* ACTION ITEM
Copy out every line of the data where the word "that" is found.

--- START ---

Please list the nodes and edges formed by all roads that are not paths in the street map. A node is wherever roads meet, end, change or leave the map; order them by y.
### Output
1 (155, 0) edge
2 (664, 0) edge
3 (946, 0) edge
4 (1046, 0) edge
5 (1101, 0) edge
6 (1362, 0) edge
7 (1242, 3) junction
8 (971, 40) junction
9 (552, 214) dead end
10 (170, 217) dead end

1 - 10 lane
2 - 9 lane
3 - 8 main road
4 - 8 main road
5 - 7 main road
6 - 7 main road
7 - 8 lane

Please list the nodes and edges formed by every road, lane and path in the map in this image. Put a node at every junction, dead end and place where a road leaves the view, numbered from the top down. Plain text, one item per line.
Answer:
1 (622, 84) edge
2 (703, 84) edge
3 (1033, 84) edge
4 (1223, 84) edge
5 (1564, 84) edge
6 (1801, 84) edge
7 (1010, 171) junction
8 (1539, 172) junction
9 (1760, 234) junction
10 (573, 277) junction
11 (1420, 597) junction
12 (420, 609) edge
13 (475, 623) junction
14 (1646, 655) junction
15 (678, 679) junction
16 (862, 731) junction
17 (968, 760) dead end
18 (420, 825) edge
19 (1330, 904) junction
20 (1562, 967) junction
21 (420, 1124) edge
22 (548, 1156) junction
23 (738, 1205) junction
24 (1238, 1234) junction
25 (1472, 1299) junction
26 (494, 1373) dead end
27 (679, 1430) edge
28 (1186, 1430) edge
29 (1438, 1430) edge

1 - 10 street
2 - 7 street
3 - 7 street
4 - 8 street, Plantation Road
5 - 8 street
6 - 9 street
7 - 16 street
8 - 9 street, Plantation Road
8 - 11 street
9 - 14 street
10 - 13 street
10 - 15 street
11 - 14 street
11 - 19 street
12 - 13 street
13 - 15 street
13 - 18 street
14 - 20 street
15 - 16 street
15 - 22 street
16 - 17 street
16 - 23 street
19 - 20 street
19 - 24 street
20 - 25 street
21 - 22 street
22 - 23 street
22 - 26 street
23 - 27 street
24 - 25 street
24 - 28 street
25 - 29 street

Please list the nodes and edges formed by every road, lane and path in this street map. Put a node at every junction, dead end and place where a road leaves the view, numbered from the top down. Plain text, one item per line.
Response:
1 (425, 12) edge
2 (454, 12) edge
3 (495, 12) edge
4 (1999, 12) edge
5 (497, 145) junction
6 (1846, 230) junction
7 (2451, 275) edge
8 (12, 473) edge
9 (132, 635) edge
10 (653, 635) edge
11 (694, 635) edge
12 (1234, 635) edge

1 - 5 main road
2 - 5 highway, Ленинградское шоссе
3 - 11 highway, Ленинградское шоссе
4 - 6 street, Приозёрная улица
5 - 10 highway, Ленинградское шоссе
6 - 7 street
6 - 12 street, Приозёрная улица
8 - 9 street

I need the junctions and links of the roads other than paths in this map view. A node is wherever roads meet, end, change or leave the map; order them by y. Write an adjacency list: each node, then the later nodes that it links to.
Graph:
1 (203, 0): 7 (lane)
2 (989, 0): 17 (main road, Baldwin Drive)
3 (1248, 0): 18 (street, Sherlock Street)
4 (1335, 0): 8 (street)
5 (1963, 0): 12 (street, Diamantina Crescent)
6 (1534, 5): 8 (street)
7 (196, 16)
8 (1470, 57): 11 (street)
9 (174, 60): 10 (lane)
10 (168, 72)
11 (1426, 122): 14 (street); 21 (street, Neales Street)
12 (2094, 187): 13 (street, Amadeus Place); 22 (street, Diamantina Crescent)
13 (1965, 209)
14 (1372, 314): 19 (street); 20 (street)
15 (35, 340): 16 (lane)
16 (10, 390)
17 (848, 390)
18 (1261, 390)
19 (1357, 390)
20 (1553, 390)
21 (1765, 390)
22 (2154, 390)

--- END ---

* EXERCISE RESULT
Please list the nodes and edges formed by all roads that are not paths in the street map. A node is wherever roads meet, end, change or leave the map; order them by y.
I need the junctions and links of the roads other than paths in this map view. A node is wherever roads meet, end, change or leave the map; order them by y. Write an adjacency list: each node, then the later nodes that it links to.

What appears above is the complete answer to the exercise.